By Corrie Pikul, SELF
We don't need any more studies telling us that sitting is killing us. Yet despite our commitment to stand up once every 45 -- no, 20 -- minutes, we still end up getting so engrossed in our work (or whatever else happens to be on our screens) that our backside is practically numb before we remember to get off of it. To goose our good intentions, we tried three apps that promised to help us move more throughout the day. Here are our results.
For the Minimalist: Stand Up!
This free, streamlined break timer works perfectly in its simplicity. You pre-set the days and times you need a kick in the pants as well as the intervals. When it's time to stand, a pleasant-sounding bell dings and you either confirm that you're up, tap the equivalent of a snooze alarm or dismiss the alert. Then you sit back down and the app resumes placidly, counting down to your next alert. (You can also add a location-tracking service so that the app knows not to bother you when you're, say, out getting lunch and not at your desk). While it ate up a little more battery from my cell than normal, I wasn't far from a charger, but noted: you'll eventually need one if you're using this app.
For the Overachiever: StandApp
This nifty free app doesn't just remind you when it's time to stand up; it also provides a short video depicting an exercise like a trunk twist, desk-push-up or neck stretch you can do while standing. The instructional videos look like earnest outtakes from The Office, with buttoned-up corporate types in fluorescent-lit cubicles -- unintentionally inducing smirks and giggles, but hey it got us standing and moving. But while these exercises may look goofy, they feel great. Another thing we liked: The app encourages you to stay standing -- if not deskercising -- for a full five minutes, making it feel like true break during your otherwise busy day.
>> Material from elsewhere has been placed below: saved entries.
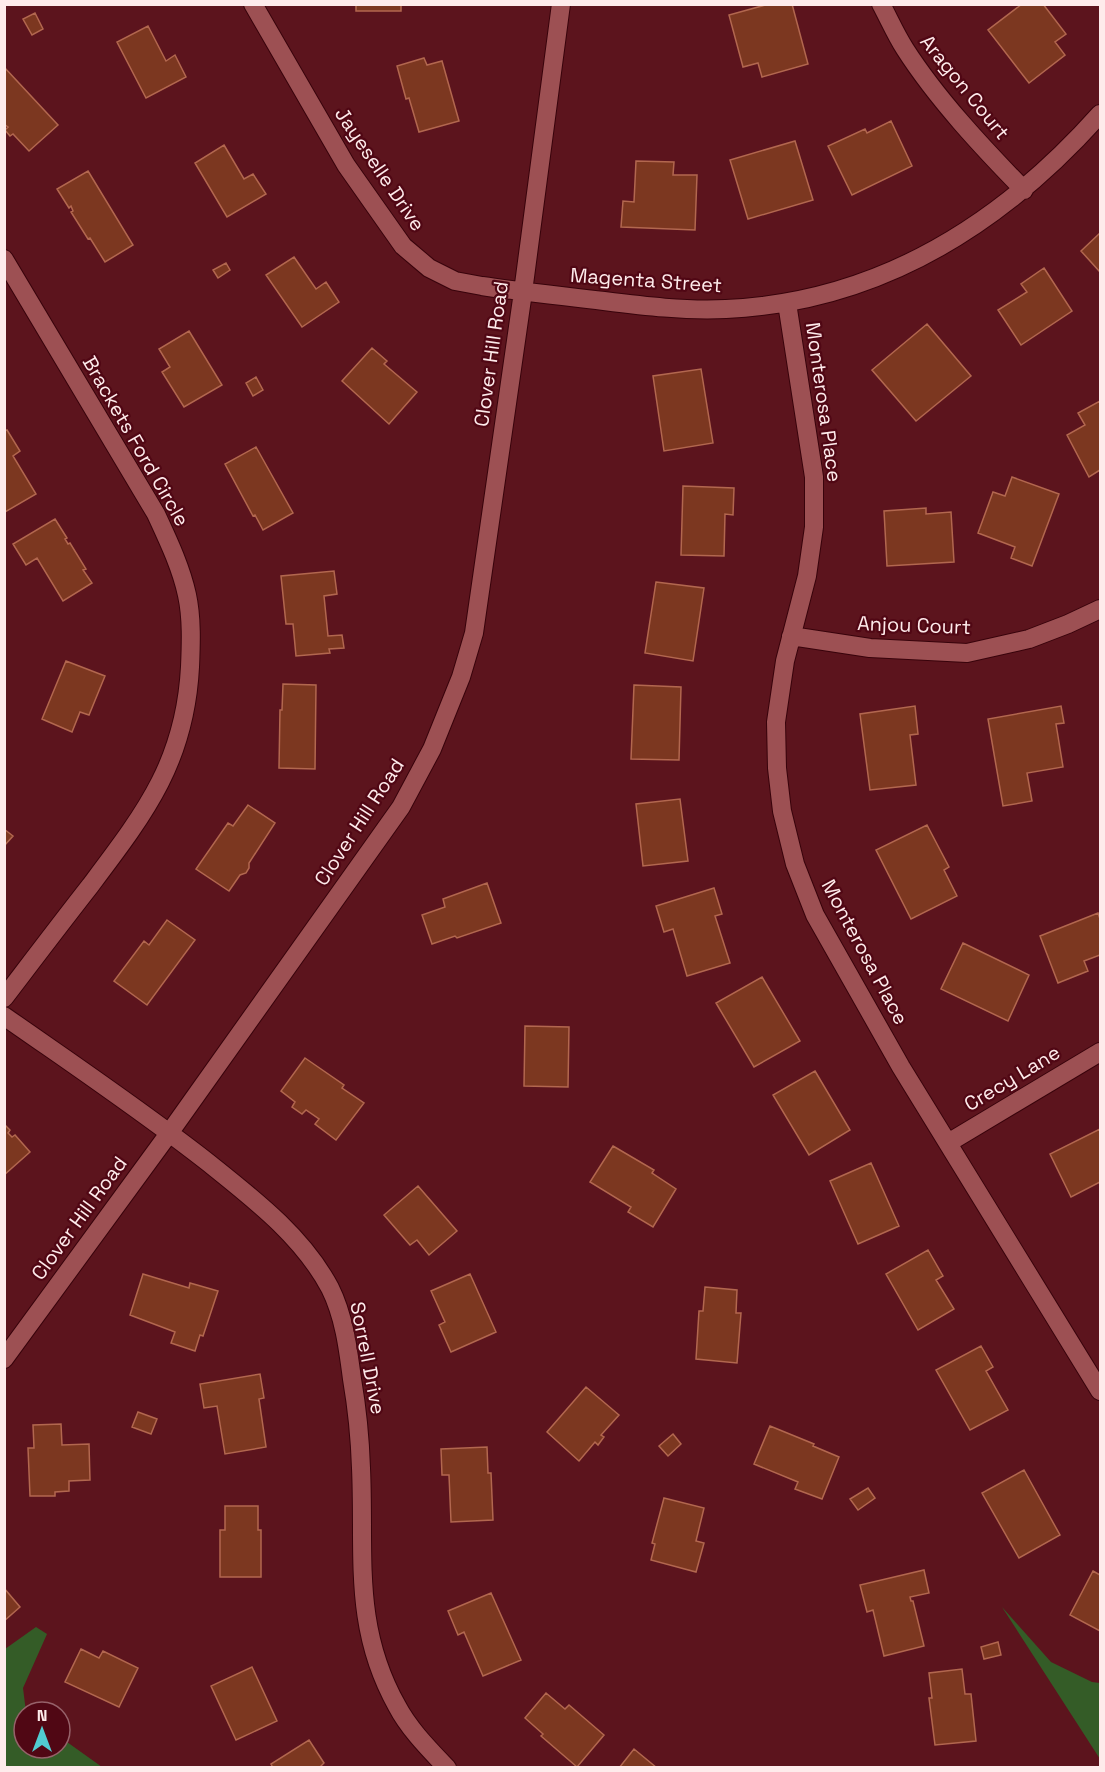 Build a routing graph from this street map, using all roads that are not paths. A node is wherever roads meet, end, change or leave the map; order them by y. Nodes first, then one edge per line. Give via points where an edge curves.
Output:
1 (253, 4) edge
2 (561, 4) edge
3 (881, 4) edge
4 (1101, 114) edge
5 (1024, 190) junction
6 (4, 259) edge
7 (523, 292) junction
8 (787, 303) junction
9 (1101, 609) edge
10 (791, 636) junction
11 (4, 998) edge
12 (4, 1016) edge
13 (1101, 1052) edge
14 (170, 1132) junction
15 (948, 1143) junction
16 (4, 1359) edge
17 (1101, 1391) edge
18 (447, 1767) edge

1 - 7 street, Jayeselle Drive via 346,165 403,246 429,268 455,281
2 - 7 street, Clover Hill Road
3 - 5 street, Aragon Court via 929,82
4 - 5 street, Magenta Street
5 - 8 street, Magenta Street via 980,223 914,261 838,291
6 - 11 street, Brackets Ford Circle via 156,514 187,596 191,646 183,723 172,759 156,791 136,825
7 - 8 street, Magenta Street via 660,308 725,310
7 - 14 street, Clover Hill Road via 474,633 432,749 401,807
8 - 10 street, Monterosa Place via 814,477 814,527 807,576
9 - 10 street, Anjou Court via 1029,639 967,652 870,648
10 - 15 street, Monterosa Place via 776,722 782,811 795,864 815,915
12 - 14 street, Sorrell Drive
13 - 15 street, Crecy Lane
14 - 16 street, Clover Hill Road
14 - 18 street, Sorrell Drive via 301,1244 331,1289 341,1315 357,1408 362,1593 369,1635 397,1708
15 - 17 street, Monterosa Place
For the Tech-Minded: Jawbone UP
The customizable 'Idle Alert' is just one small part of the whole Jawbone package (bracelet plus app: $130 to $180), but it's something that sets this wearable fitness tracker apart from much of the competition. As with the other aforementioned apps, you pre-set your intervals (say, every 20 minutes) as well as the times you know you'll be tethered to your computer. When you've been sedentary for too long, your UP bracelet gently vibrates to remind you to stop and stand. Although subtle, the vibration is harder to ignore than a bell or a buzzer, and once you're up, you'll probably feel motivated to add a few steps toward your daily goal of 10,000. If you're already in the market for an activity tracker, this is a nice added feature.